**Material supplied**.
Content starts
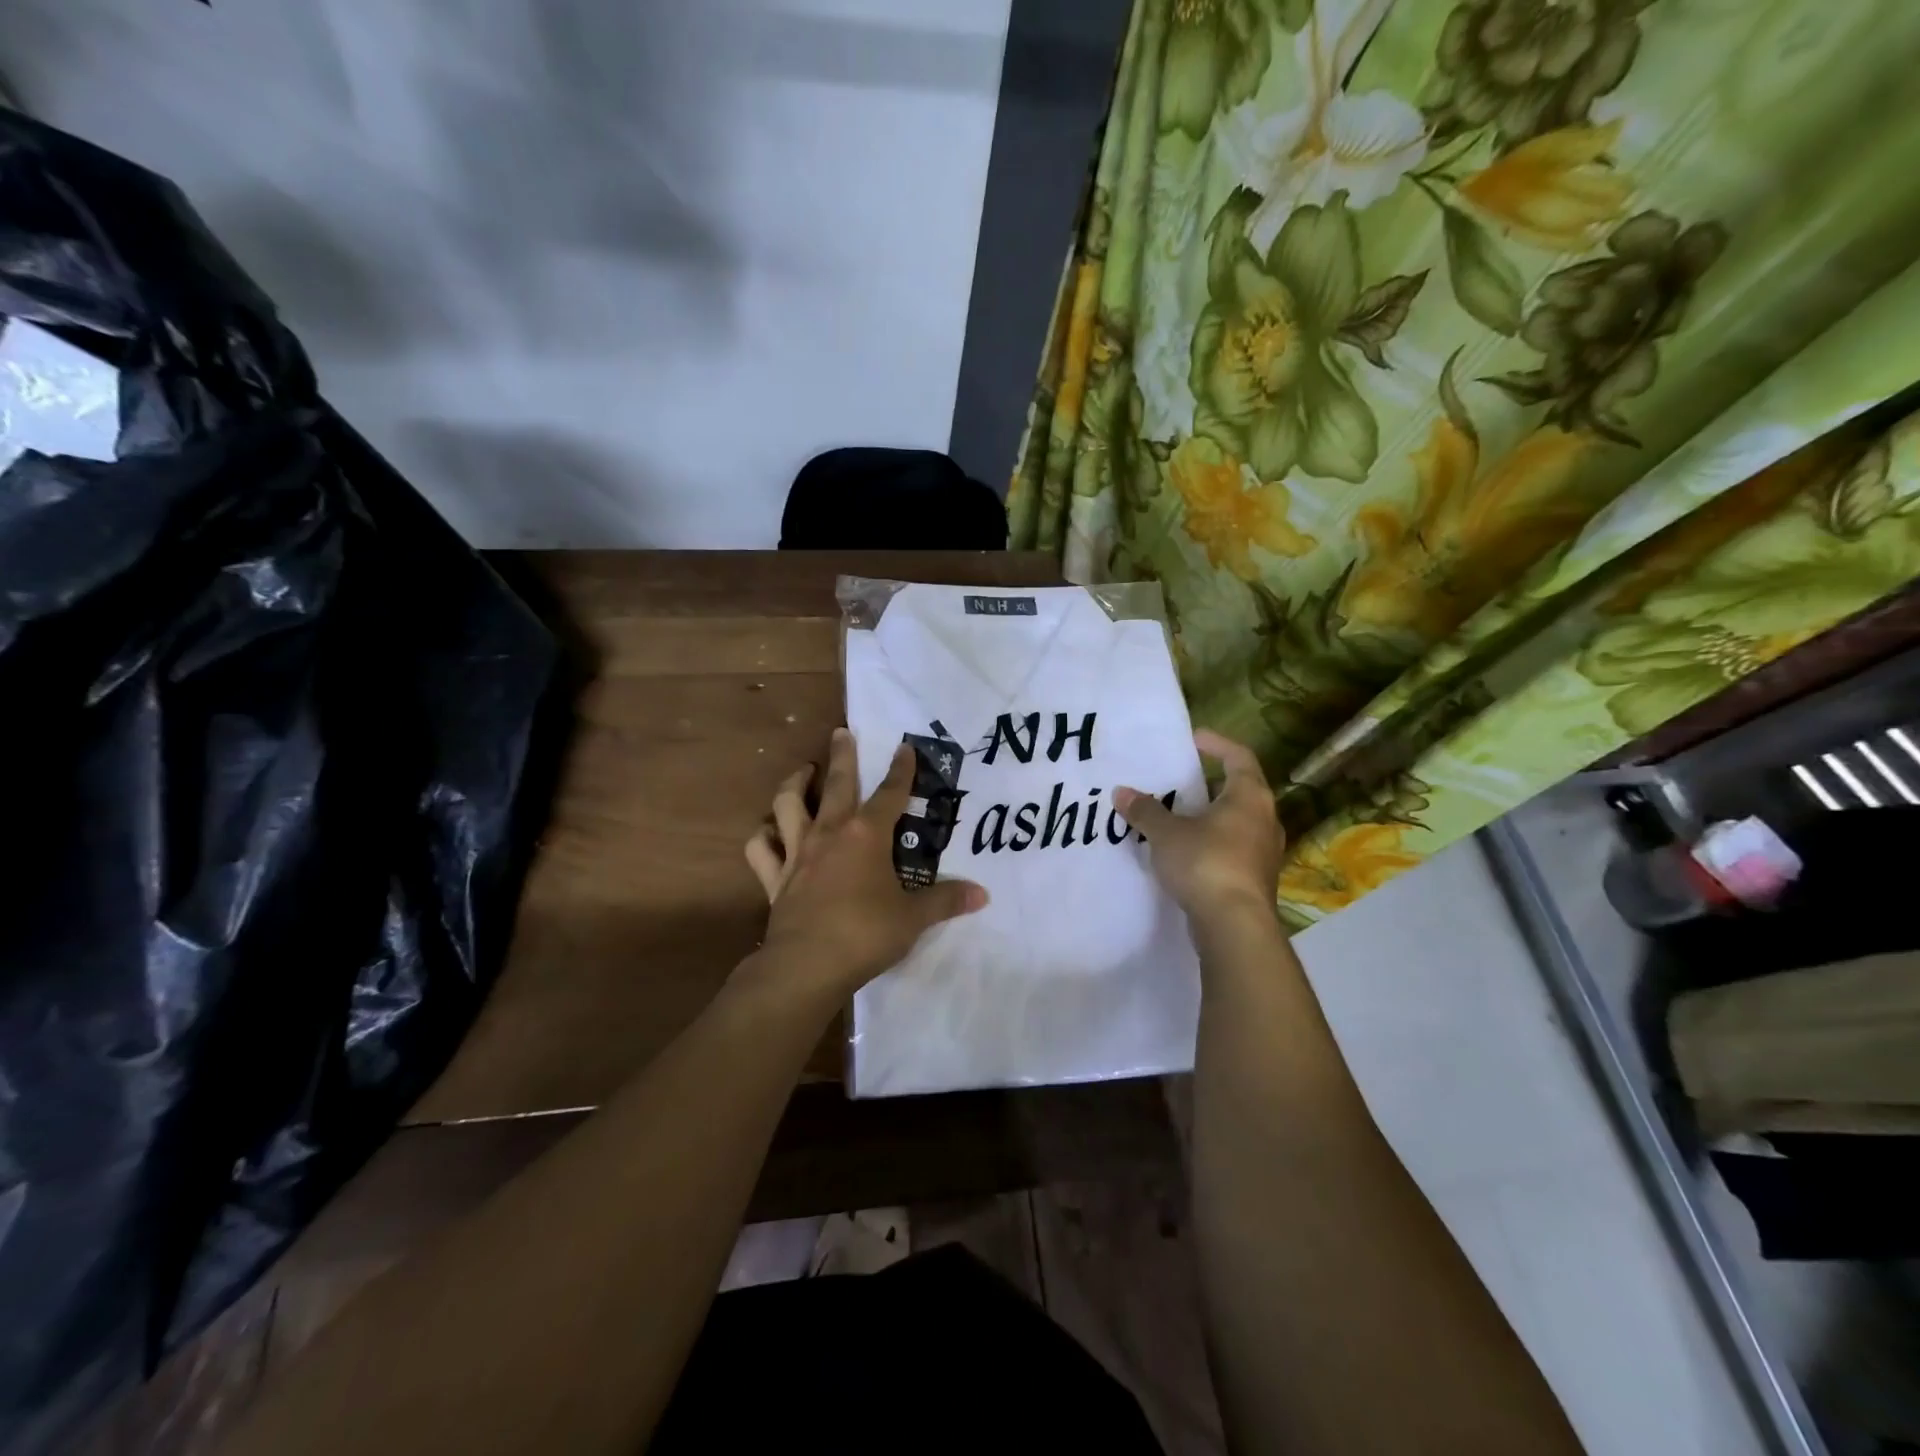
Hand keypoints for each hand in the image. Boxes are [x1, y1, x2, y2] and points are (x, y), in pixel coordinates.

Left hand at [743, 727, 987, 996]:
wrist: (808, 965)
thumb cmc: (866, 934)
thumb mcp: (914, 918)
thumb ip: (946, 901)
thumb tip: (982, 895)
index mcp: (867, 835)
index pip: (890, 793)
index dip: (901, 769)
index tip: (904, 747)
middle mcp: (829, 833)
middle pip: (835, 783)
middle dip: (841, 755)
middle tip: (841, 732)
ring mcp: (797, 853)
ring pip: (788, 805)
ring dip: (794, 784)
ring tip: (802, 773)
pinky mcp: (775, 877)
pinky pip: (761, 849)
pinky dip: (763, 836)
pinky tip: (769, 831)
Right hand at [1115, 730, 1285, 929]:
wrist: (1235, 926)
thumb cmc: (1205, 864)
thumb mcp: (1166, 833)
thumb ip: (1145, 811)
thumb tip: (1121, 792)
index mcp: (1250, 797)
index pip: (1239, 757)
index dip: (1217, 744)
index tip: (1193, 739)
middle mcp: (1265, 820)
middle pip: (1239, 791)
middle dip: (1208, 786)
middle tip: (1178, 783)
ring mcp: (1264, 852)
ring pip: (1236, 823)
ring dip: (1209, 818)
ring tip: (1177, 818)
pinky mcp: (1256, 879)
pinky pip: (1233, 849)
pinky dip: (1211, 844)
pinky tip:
Content ends
Reproduce the entire listing exactly, except for any pictures it contains.

**Worked solution**.
Hand keypoints for each hand in the image. Boxes are [x1, y1, x2, y2] and points are (x, y), in pixel coordinates.

Left hand at [743, 727, 987, 996]:
wrist: (808, 965)
thumb cmc: (866, 934)
thumb mcp: (914, 918)
thumb ip: (946, 901)
thumb tip: (982, 895)
index mcp: (867, 835)
index pip: (890, 793)
index dip: (901, 769)
index tip: (904, 747)
middle mcp: (829, 833)
middle pip: (835, 783)
middle dip: (841, 755)
middle tip: (841, 732)
ring mcp: (797, 853)
ring pip: (788, 805)
ring dip: (794, 784)
ring tip: (802, 773)
pinky mcp: (775, 877)
pinky pip: (761, 849)
pinky dip: (763, 836)
pinky tip: (769, 831)
Right hand at [1115, 730, 1285, 929]:
wrist: (1235, 926)
thumb cmc: (1205, 864)
thumb mcp: (1166, 833)
thumb ip: (1145, 811)
thumb tip: (1121, 792)
index mcp: (1250, 797)
index pip: (1239, 757)
index dip: (1217, 744)
index tip: (1193, 739)
middle mcp: (1265, 820)
middle pip: (1239, 791)
middle dip: (1208, 786)
middle tip: (1178, 783)
ring mcp: (1264, 852)
ring pip: (1236, 823)
ring dip: (1209, 818)
ring tip: (1177, 818)
pinky mcp: (1256, 879)
pinky pip: (1233, 849)
pinky dip: (1211, 844)
pinky tip:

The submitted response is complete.